DESCRIPTION OF THE TASK:
Copy the records exactly, leaving out every picture.

RECORDED DATA:

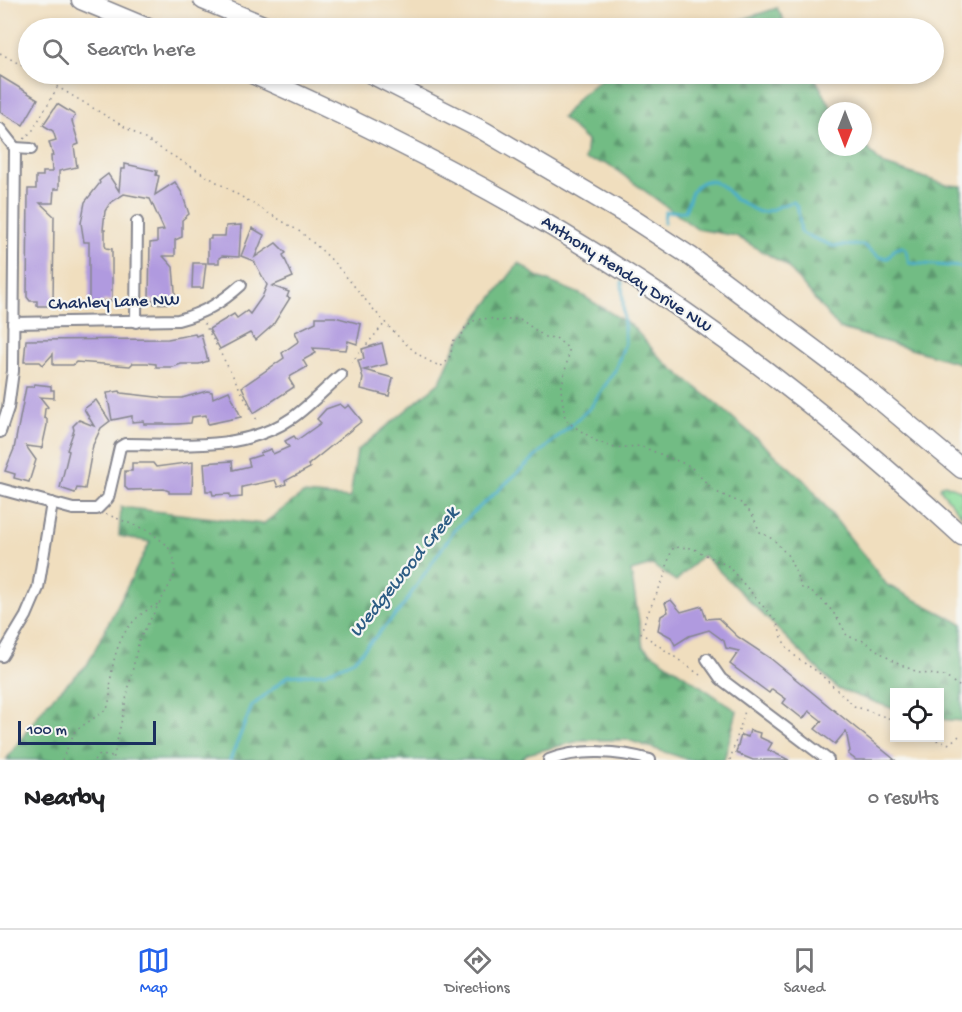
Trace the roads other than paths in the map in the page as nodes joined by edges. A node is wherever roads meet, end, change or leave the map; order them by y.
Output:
1 (81, 0) edge
2 (203, 0) edge
3 (214, 0) edge
4 (124, 18) edge
5 (245, 18) edge
6 (248, 18) edge
7 (274, 84) edge
8 (391, 84) edge
9 (0, 129) edge
10 (15, 148) junction
11 (31, 149) dead end
12 (137, 222) dead end
13 (241, 285) dead end
14 (136, 322) junction
15 (13, 323) junction
16 (341, 375) dead end
17 (4, 408) edge
18 (0, 432) edge
19 (962, 469) edge
20 (0, 489) edge
21 (52, 503) junction
22 (962, 536) edge
23 (2, 656) dead end
24 (706, 659) dead end
25 (549, 760) edge
26 (650, 760) edge
27 (828, 760) edge

1 - 4 highway
2 - 5 highway
3 - 6 highway
7 - 22 highway, Anthony Henday Drive NW
8 - 19 highway
9 - 10 street
10 - 11 street
10 - 15 street
12 - 14 street
13 - 14 street, Chahley Lane NW
14 - 15 street, Chahley Lane NW
15 - 17 street
16 - 21 street
17 - 18 street
20 - 21 street
21 - 23 street
24 - 27 street
25 - 26 street

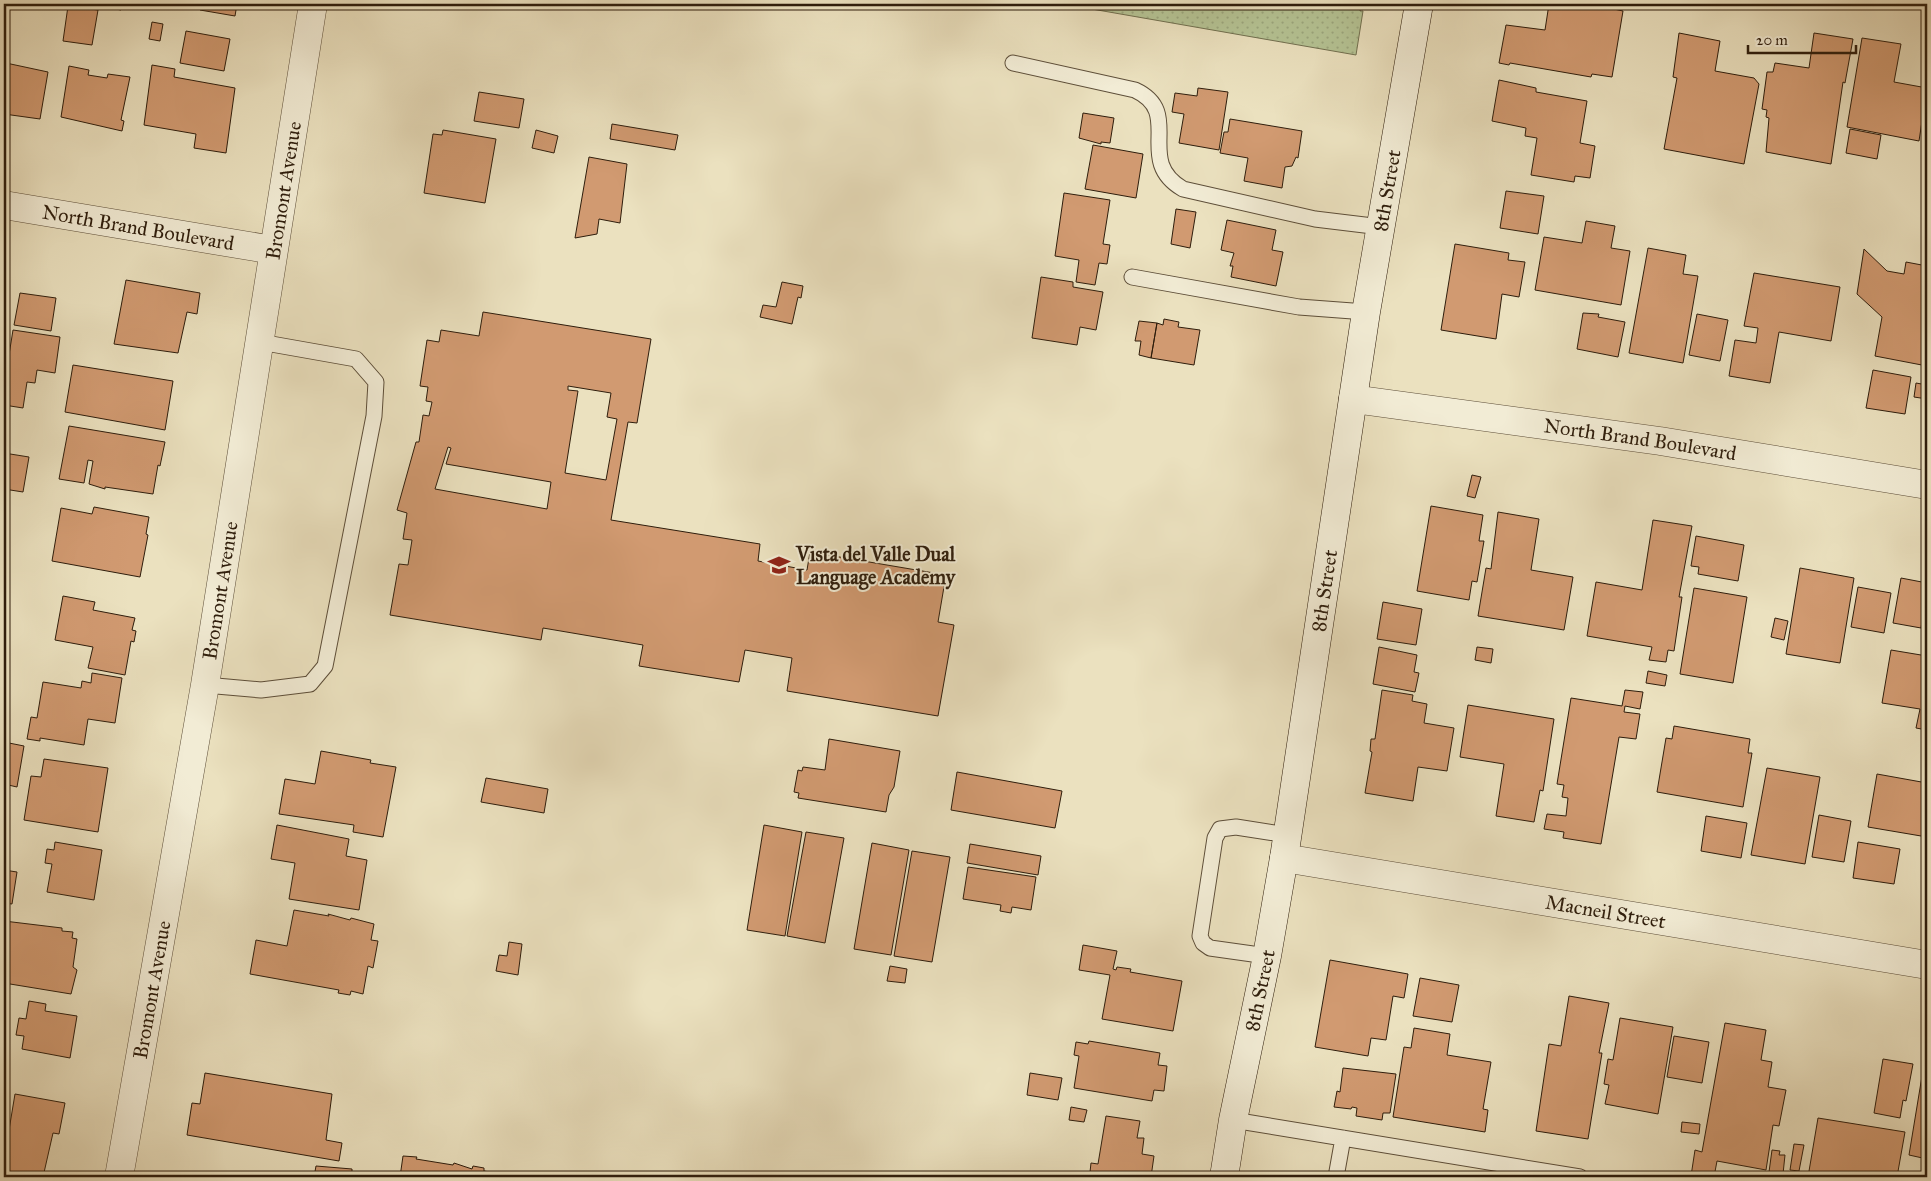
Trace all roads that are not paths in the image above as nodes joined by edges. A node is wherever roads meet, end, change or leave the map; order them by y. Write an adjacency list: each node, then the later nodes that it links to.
1 (313, 4): 6 (street, Bromont Avenue)
2 (1419, 4): 5 (street, 8th Street)
3 (1013, 63): 5 (lane)
4 (4, 205): 6 (street, North Brand Boulevard)
5 (1381, 227): 8 (street, 8th Street)
6 (273, 250): 9 (street, Bromont Avenue)
7 (1132, 277): 8 (lane)
8 (1366, 312): 10 (street, 8th Street)
9 (260, 342): 12 (street, Bromont Avenue); 12 (lane)
10 (1353, 399): 11 (street, North Brand Boulevard); 13 (street, 8th Street)
11 (1927, 485)
12 (205, 685): 19 (street, Bromont Avenue)
13 (1286, 846): 14 (street, 8th Street); 14 (lane); 15 (street, Macneil Street)
14 (1267, 956): 16 (street, 8th Street)
15 (1927, 966)
16 (1233, 1120): 17 (lane); 20 (street, 8th Street)
17 (1343, 1138): 18 (lane); 21 (lane)
18 (1513, 1172): 22 (lane)
19 (119, 1177)
20 (1224, 1177)
21 (1336, 1177)
22 (1580, 1177)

ANSWER BELOW:
Trace the roads other than paths in the map in the page as nodes joined by edges. A node is wherever roads meet, end, change or leave the map; order them by y.
Output:
1 (81, 0) edge
2 (203, 0) edge
3 (214, 0) edge
4 (124, 18) edge
5 (245, 18) edge
6 (248, 18) edge
7 (274, 84) edge
8 (391, 84) edge
9 (0, 129) edge
10 (15, 148) junction
11 (31, 149) dead end
12 (137, 222) dead end
13 (241, 285) dead end
14 (136, 322) junction
15 (13, 323) junction
16 (341, 375) dead end
17 (4, 408) edge
18 (0, 432) edge
19 (962, 469) edge
20 (0, 489) edge
21 (52, 503) junction
22 (962, 536) edge
23 (2, 656) dead end
24 (706, 659) dead end
25 (549, 760) edge
26 (650, 760) edge
27 (828, 760) edge

1 - 4 highway
2 - 5 highway
3 - 6 highway
7 - 22 highway, Anthony Henday Drive NW
8 - 19 highway
9 - 10 street
10 - 11 street
10 - 15 street
12 - 14 street
13 - 14 street, Chahley Lane NW
14 - 15 street, Chahley Lane NW
15 - 17 street
16 - 21 street
17 - 18 street
20 - 21 street
21 - 23 street
24 - 27 street
25 - 26 street

Trace all roads that are not paths in the image above as nodes joined by edges. A node is wherever roads meet, end, change or leave the map; order them by y. Write an adjacency list: each node, then the later nodes that it links to.
1 (313, 4): 6 (street, Bromont Avenue)
2 (1419, 4): 5 (street, 8th Street)
3 (1013, 63): 5 (lane)
4 (4, 205): 6 (street, North Brand Boulevard)
5 (1381, 227): 8 (street, 8th Street)
6 (273, 250): 9 (street, Bromont Avenue)
7 (1132, 277): 8 (lane)
8 (1366, 312): 10 (street, 8th Street)
9 (260, 342): 12 (street, Bromont Avenue); 12 (lane)
10 (1353, 399): 11 (street, North Brand Boulevard); 13 (street, 8th Street)
11 (1927, 485)
12 (205, 685): 19 (street, Bromont Avenue)
13 (1286, 846): 14 (street, 8th Street); 14 (lane); 15 (street, Macneil Street)
14 (1267, 956): 16 (street, 8th Street)
15 (1927, 966)
16 (1233, 1120): 17 (lane); 20 (street, 8th Street)
17 (1343, 1138): 18 (lane); 21 (lane)
18 (1513, 1172): 22 (lane)
19 (119, 1177)
20 (1224, 1177)
21 (1336, 1177)
22 (1580, 1177)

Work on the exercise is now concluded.